What is needed is an exact transcription of the listing, with the images removed.

========================

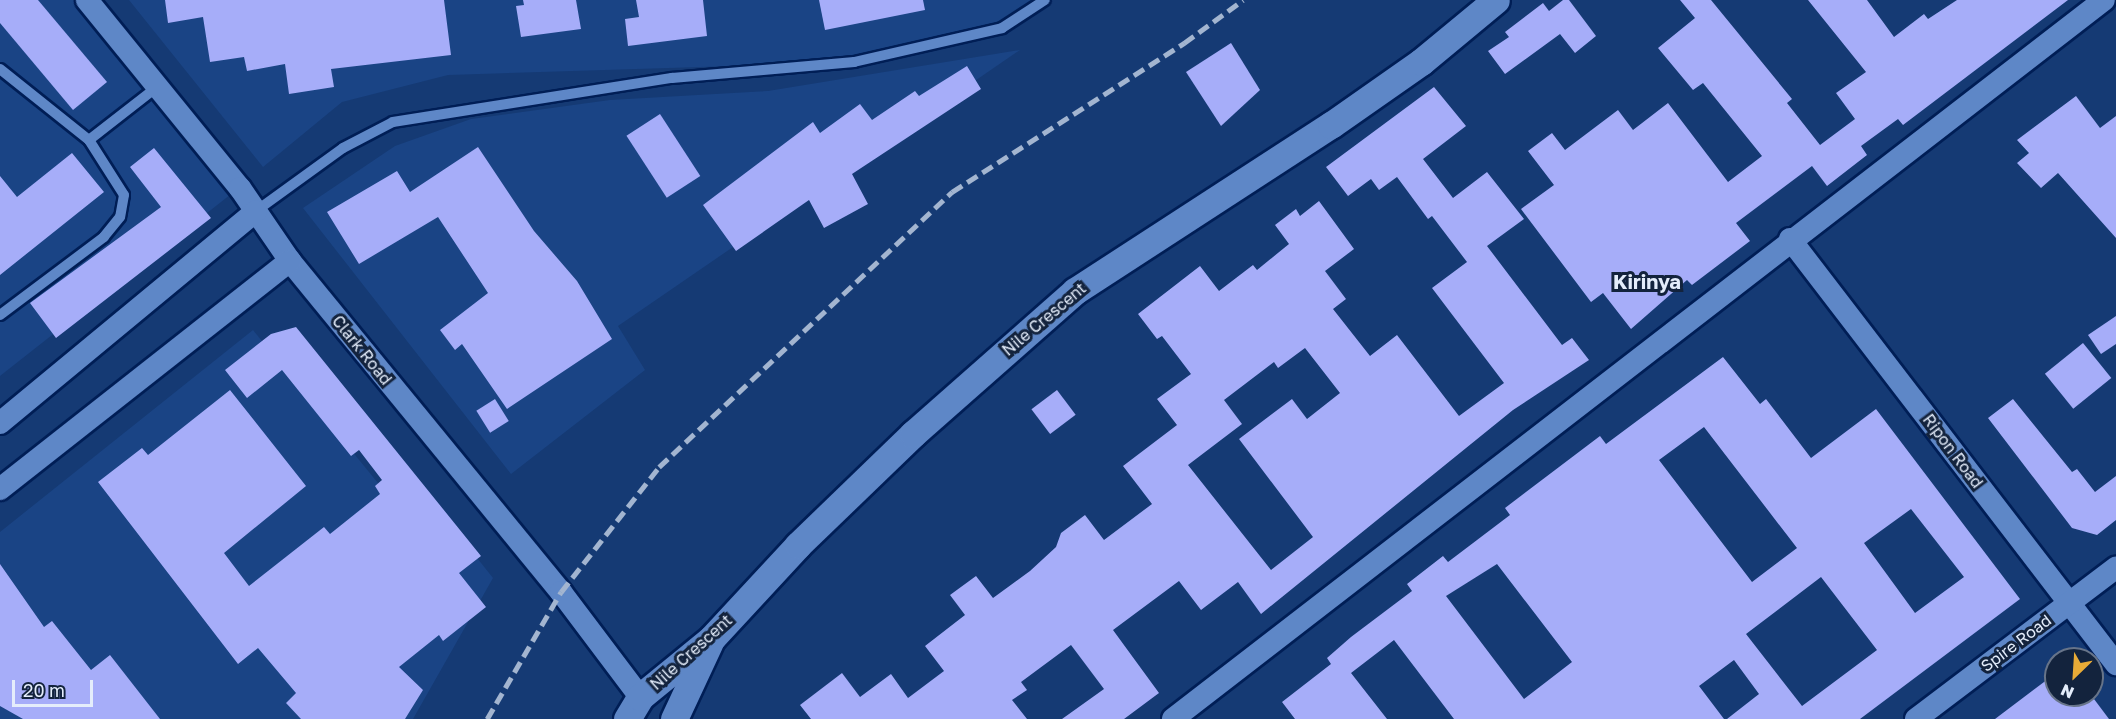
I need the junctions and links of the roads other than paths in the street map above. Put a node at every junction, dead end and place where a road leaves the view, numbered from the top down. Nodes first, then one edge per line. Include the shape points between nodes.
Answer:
1 (87, 0) edge
2 (1045, 0) edge
3 (1496, 0) edge
4 (2104, 0) edge
5 (0, 69) edge
6 (158, 87) junction
7 (89, 141) junction
8 (256, 211) junction
9 (1790, 239) junction
10 (290, 261) junction
11 (0, 315) edge
12 (0, 423) edge
13 (0, 489) edge
14 (2116, 568) edge
15 (2069, 603) junction
16 (712, 638) junction
17 (2116, 664) edge
18 (633, 708) edge
19 (659, 719) edge
20 (674, 719) edge
21 (1173, 719) edge
22 (1916, 719) edge

1 - 6 street, Clark Road
2 - 8 lane via 1002,28 854,62 672,78 393,122 343,148
3 - 16 street, Nile Crescent via 1421,62 1331,125 1075,291 913,434 798,545
4 - 9 street
5 - 7 lane
6 - 7 lane
6 - 8 street, Clark Road
7 - 11 lane via 124,195 120,217 104,237
8 - 10 street, Clark Road
8 - 12 street
9 - 15 street, Ripon Road
9 - 21 street
10 - 13 street
10 - 18 street, Clark Road via 561,592
14 - 15 street, Spire Road
15 - 17 street, Ripon Road
15 - 22 street, Spire Road
16 - 18 street, Nile Crescent
16 - 20 street
18 - 19 street

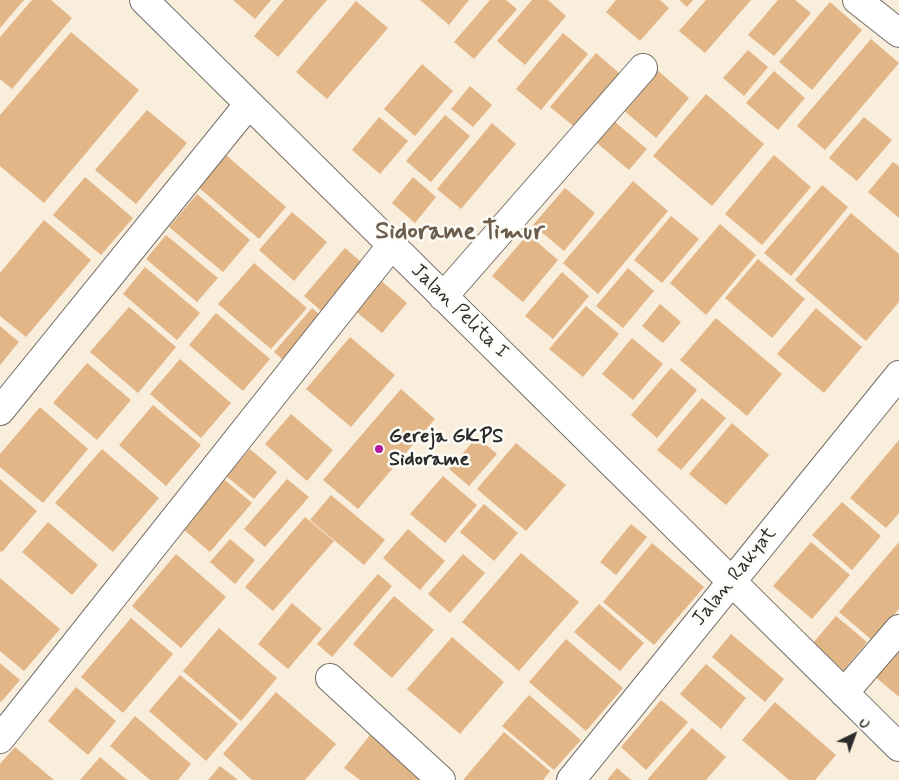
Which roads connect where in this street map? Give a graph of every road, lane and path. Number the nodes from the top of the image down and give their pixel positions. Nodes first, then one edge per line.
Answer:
1 (857, 0) edge
2 (148, 1) edge
3 (899, 33) edge
4 (643, 68) dead end
5 (248, 105) junction
6 (392, 246) junction
7 (443, 297) junction
8 (899, 375) edge
9 (0, 411) edge
10 (732, 581) junction
11 (899, 629) edge
12 (330, 678) dead end
13 (844, 694) junction
14 (0, 739) edge
15 (899, 747) edge
16 (441, 780) edge
17 (571, 780) edge

1 - 3 street
2 - 5 street, Jalan Pelita I
4 - 7 street
5 - 6 street, Jalan Pelita I
5 - 9 street
6 - 7 street, Jalan Pelita I
6 - 14 street
7 - 10 street, Jalan Pelita I
8 - 10 street, Jalan Rakyat
10 - 13 street, Jalan Pelita I
10 - 17 street, Jalan Rakyat
11 - 13 street
12 - 16 street
13 - 15 street, Jalan Pelita I

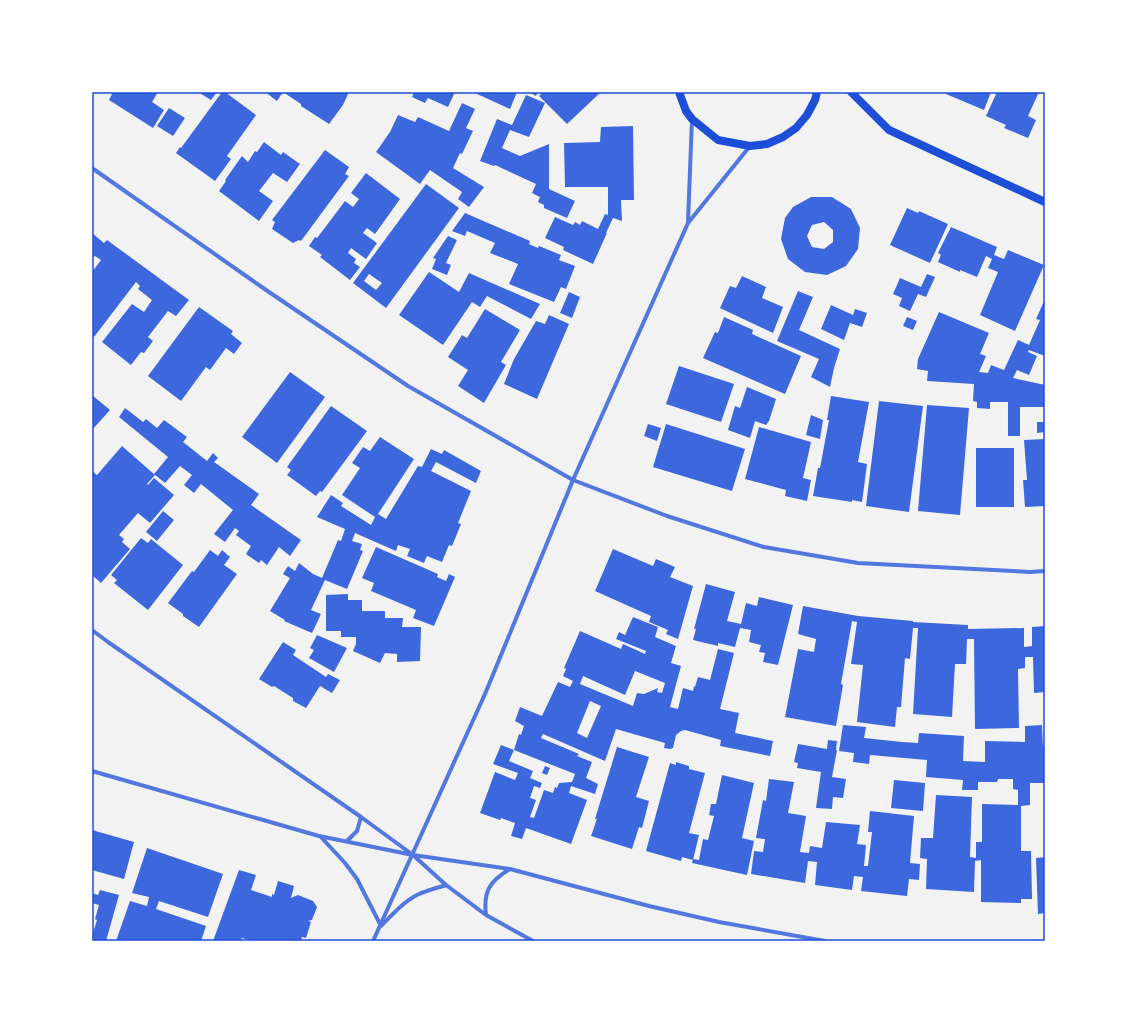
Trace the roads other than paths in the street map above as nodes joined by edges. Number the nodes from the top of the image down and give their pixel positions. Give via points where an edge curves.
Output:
1 (679, 92) edge
2 (817, 92) edge
3 (851, 92) edge
4 (692, 119) junction
5 (750, 146) junction
6 (92, 168) edge
7 (1045, 202) edge
8 (688, 223) junction
9 (573, 480) junction
10 (1045, 571) edge
11 (92, 630) edge
12 (92, 771) edge
13 (361, 817) junction
14 (320, 836) junction
15 (347, 841) junction
16 (413, 855) junction
17 (510, 869) junction
18 (446, 885) junction
19 (486, 915) junction
20 (381, 926) junction
21 (374, 941) edge
22 (533, 941) edge
23 (825, 941) edge

1 - 4 main road
2 - 5 main road via 807,115 796,128 767,144
3 - 7 main road via 889,130
4 - 5 main road via 718,140
4 - 8 street
5 - 8 street
6 - 9 street via 408,386
8 - 9 street
9 - 10 street via 667,516 764,546 858,563
9 - 16 street via 485,694
11 - 13 street
12 - 14 street
13 - 15 street via 357,831
13 - 16 street
14 - 15 street
14 - 20 street via 358,879
15 - 16 street
16 - 17 street
16 - 18 street
16 - 20 street
17 - 19 street via 498,876 488,889
17 - 23 street via 657,908
18 - 19 street
18 - 20 street via 411,899
19 - 22 street
20 - 21 street

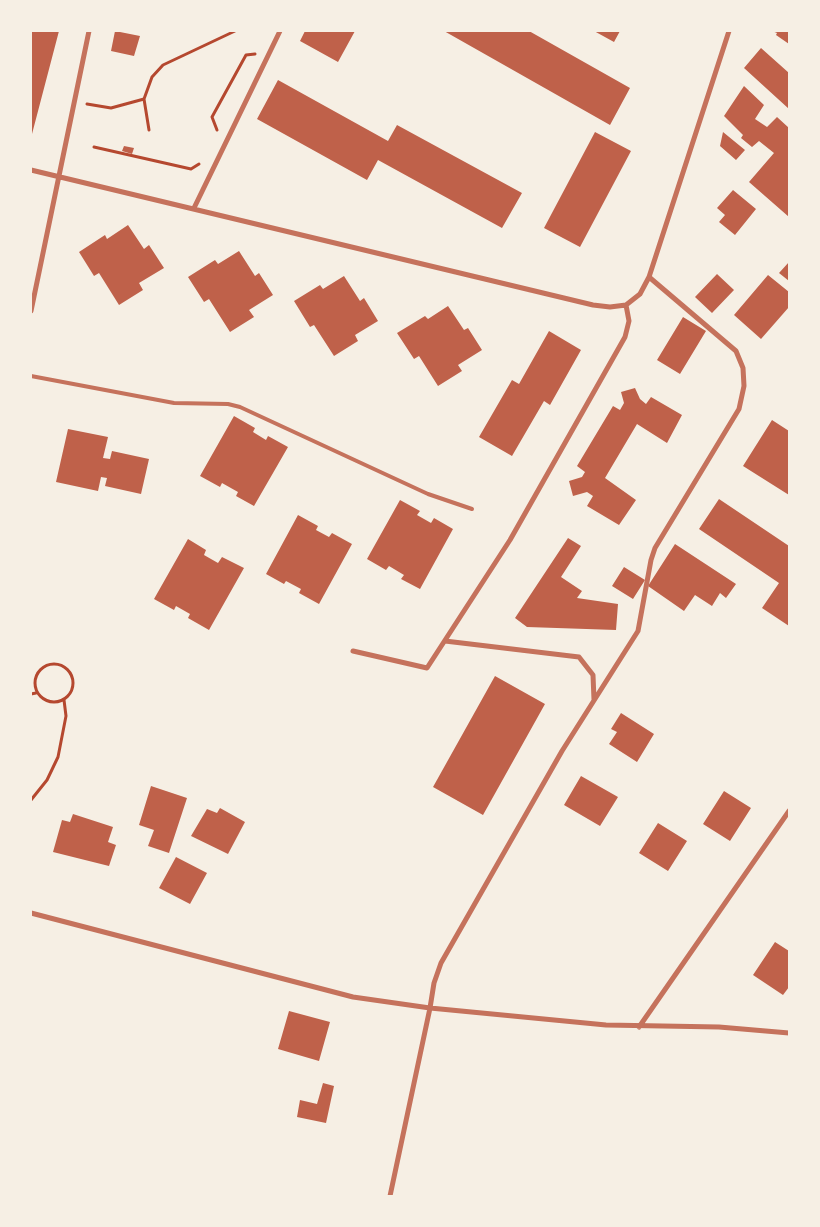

========================

Finished task =>
I need the junctions and links of the roads other than paths in the street map above. Put a node at every junction, dead end and place where a road leaves the view, numbered from the top down. Nodes first, then one edge per line. Include the shape points between nodes.
Answer:
1 (87, 0) edge
2 (1045, 0) edge
3 (1496, 0) edge
4 (2104, 0) edge
5 (0, 69) edge
6 (158, 87) junction
7 (89, 141) junction
8 (256, 211) junction
9 (1790, 239) junction
10 (290, 261) junction
11 (0, 315) edge
12 (0, 423) edge
13 (0, 489) edge
14 (2116, 568) edge
15 (2069, 603) junction
16 (712, 638) junction
17 (2116, 664) edge
18 (633, 708) edge
19 (659, 719) edge
20 (674, 719) edge
21 (1173, 719) edge
22 (1916, 719) edge

1 - 6 street, Clark Road
2 - 8 lane via 1002,28 854,62 672,78 393,122 343,148
3 - 16 street, Nile Crescent via 1421,62 1331,125 1075,291 913,434 798,545
4 - 9 street
5 - 7 lane
6 - 7 lane
6 - 8 street, Clark Road
7 - 11 lane via 124,195 120,217 104,237
8 - 10 street, Clark Road
8 - 12 street
9 - 15 street, Ripon Road
9 - 21 street
10 - 13 street
10 - 18 street, Clark Road via 561,592
14 - 15 street, Spire Road
15 - 17 street, Ripon Road
15 - 22 street, Spire Road
16 - 18 street, Nile Crescent
16 - 20 street
18 - 19 street

Which roads connect where in this street map? Give a graph of every road, lane and path. Number the nodes from the top of the image down and give their pixel positions. Nodes first, then one edge per line.
Answer:
1 (857, 0) edge
2 (148, 1) edge
3 (899, 33) edge
4 (643, 68) dead end
5 (248, 105) junction
6 (392, 246) junction
7 (443, 297) junction
8 (899, 375) edge
9 (0, 411) edge
10 (732, 581) junction
11 (899, 629) edge
12 (330, 678) dead end
13 (844, 694) junction
14 (0, 739) edge
15 (899, 747) edge
16 (441, 780) edge
17 (571, 780) edge

1 - 3 street
2 - 5 street, Jalan Pelita I
4 - 7 street
5 - 6 street, Jalan Pelita I
5 - 9 street
6 - 7 street, Jalan Pelita I
6 - 14 street
7 - 10 street, Jalan Pelita I
8 - 10 street, Jalan Rakyat
10 - 13 street, Jalan Pelita I
10 - 17 street, Jalan Rakyat
11 - 13 street
12 - 16 street
13 - 15 street, Jalan Pelita I

Trace the roads other than paths in the street map above as nodes joined by edges. Number the nodes from the top of the image down and give their pixel positions. Give via points where an edge curves.
Output:
1 (679, 92) edge
2 (817, 92) edge
3 (851, 92) edge
4 (692, 119) junction
5 (750, 146) junction
6 (92, 168) edge
7 (1045, 202) edge
8 (688, 223) junction
9 (573, 480) junction
10 (1045, 571) edge
11 (92, 630) edge
12 (92, 771) edge
13 (361, 817) junction
14 (320, 836) junction
15 (347, 841) junction
16 (413, 855) junction
17 (510, 869) junction
18 (446, 885) junction
19 (486, 915) junction
20 (381, 926) junction
21 (374, 941) edge
22 (533, 941) edge
23 (825, 941) edge

1 - 4 main road
2 - 5 main road via 807,115 796,128 767,144
3 - 7 main road via 889,130
4 - 5 main road via 718,140
4 - 8 street
5 - 8 street
6 - 9 street via 408,386
8 - 9 street
9 - 10 street via 667,516 764,546 858,563
9 - 16 street via 485,694
11 - 13 street
12 - 14 street
13 - 15 street via 357,831
13 - 16 street
14 - 15 street
14 - 20 street via 358,879
15 - 16 street
16 - 17 street
16 - 18 street
16 - 20 street
17 - 19 street via 498,876 488,889
17 - 23 street via 657,908
18 - 19 street
18 - 20 street via 411,899
19 - 22 street
20 - 21 street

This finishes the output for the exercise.